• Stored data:
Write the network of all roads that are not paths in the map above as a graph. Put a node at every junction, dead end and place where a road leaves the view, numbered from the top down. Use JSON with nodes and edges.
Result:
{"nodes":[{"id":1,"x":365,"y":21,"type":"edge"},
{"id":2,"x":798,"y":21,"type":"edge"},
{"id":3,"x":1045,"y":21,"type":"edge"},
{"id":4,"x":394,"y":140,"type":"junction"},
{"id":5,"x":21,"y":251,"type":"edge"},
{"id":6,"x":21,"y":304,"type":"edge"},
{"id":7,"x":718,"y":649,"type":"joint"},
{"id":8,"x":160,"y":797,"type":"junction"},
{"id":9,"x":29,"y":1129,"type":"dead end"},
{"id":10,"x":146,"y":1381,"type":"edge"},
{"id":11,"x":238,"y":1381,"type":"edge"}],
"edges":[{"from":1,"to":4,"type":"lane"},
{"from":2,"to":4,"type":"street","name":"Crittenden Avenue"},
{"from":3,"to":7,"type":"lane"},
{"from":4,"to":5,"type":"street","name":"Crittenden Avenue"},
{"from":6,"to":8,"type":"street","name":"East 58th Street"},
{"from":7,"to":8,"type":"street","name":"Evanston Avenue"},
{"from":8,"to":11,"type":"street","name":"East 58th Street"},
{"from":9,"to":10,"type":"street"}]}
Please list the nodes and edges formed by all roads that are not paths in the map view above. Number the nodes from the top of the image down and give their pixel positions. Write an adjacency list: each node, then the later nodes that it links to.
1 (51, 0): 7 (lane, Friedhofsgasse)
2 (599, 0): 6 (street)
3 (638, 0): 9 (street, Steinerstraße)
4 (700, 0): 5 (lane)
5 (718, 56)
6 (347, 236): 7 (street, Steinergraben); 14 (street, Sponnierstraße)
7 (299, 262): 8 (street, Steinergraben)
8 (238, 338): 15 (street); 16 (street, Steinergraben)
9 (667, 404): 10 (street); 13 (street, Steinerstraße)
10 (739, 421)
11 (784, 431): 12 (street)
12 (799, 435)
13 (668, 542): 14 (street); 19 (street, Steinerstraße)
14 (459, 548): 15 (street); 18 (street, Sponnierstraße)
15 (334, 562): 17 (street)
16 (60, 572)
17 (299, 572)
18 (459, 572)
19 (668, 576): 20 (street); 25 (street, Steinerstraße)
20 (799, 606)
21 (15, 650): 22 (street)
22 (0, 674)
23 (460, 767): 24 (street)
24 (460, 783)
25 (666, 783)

• What this task involves: Each record above, from first to last, should be written out again exactly.

• Answer for this exercise:
Write the network of all roads that are not paths in the map above as a graph. Put a node at every junction, dead end and place where a road leaves the view, numbered from the top down. Use JSON with nodes and edges.
Result:
{"nodes":[{"id":1,"x":365,"y":21,"type":"edge"},
{"id":2,"x":798,"y":21,"type":"edge"},
{"id":3,"x":1045,"y":21,"type":"edge"},
{"id":4,"x":394,"y":140,"type":"junction"},
{"id":5,"x":21,"y":251,"type":"edge"},
{"id":6,"x":21,"y":304,"type":"edge"},
{"id":7,"x":718,"y":649,"type":"joint"},
{"id":8,"x":160,"y":797,"type":"junction"},
{"id":9,"x":29,"y":1129,"type":"dead end"},
{"id":10,"x":146,"y":1381,"type":"edge"},
{"id":11,"x":238,"y":1381,"type":"edge"}],
"edges":[{"from":1,"to":4,"type":"lane"},
{"from":2,"to":4,"type":"street","name":"Crittenden Avenue"},
{"from":3,"to":7,"type":"lane"},
{"from":4,"to":5,"type":"street","name":"Crittenden Avenue"},
{"from":6,"to":8,"type":"street","name":"East 58th Street"},
{"from":7,"to":8,"type":"street","name":"Evanston Avenue"},
{"from":8,"to":11,"type":"street","name":"East 58th Street"},
{"from":9,"to":10,"type":"street"}]}
Please list the nodes and edges formed by all roads that are not paths in the map view above. Number the nodes from the top of the image down and give their pixel positions. Write an adjacency list: each node, then the later nodes that it links to.
1 (51, 0): 7 (lane, Friedhofsgasse)
2 (599, 0): 6 (street)
3 (638, 0): 9 (street, Steinerstraße)
4 (700, 0): 5 (lane)
5 (718, 56)
6 (347, 236): 7 (street, Steinergraben); 14 (street, Sponnierstraße)
7 (299, 262): 8 (street, Steinergraben)
8 (238, 338): 15 (street); 16 (street, Steinergraben)
9 (667, 404): 10 (street); 13 (street, Steinerstraße)
10 (739, 421)
11 (784, 431): 12 (street)
12 (799, 435)
13 (668, 542): 14 (street); 19 (street, Steinerstraße)
14 (459, 548): 15 (street); 18 (street, Sponnierstraße)
15 (334, 562): 17 (street)
16 (60, 572)
17 (299, 572)
18 (459, 572)
19 (668, 576): 20 (street); 25 (street, Steinerstraße)
20 (799, 606)
21 (15, 650): 22 (street)
22 (0, 674)
23 (460, 767): 24 (street)
24 (460, 783)
25 (666, 783)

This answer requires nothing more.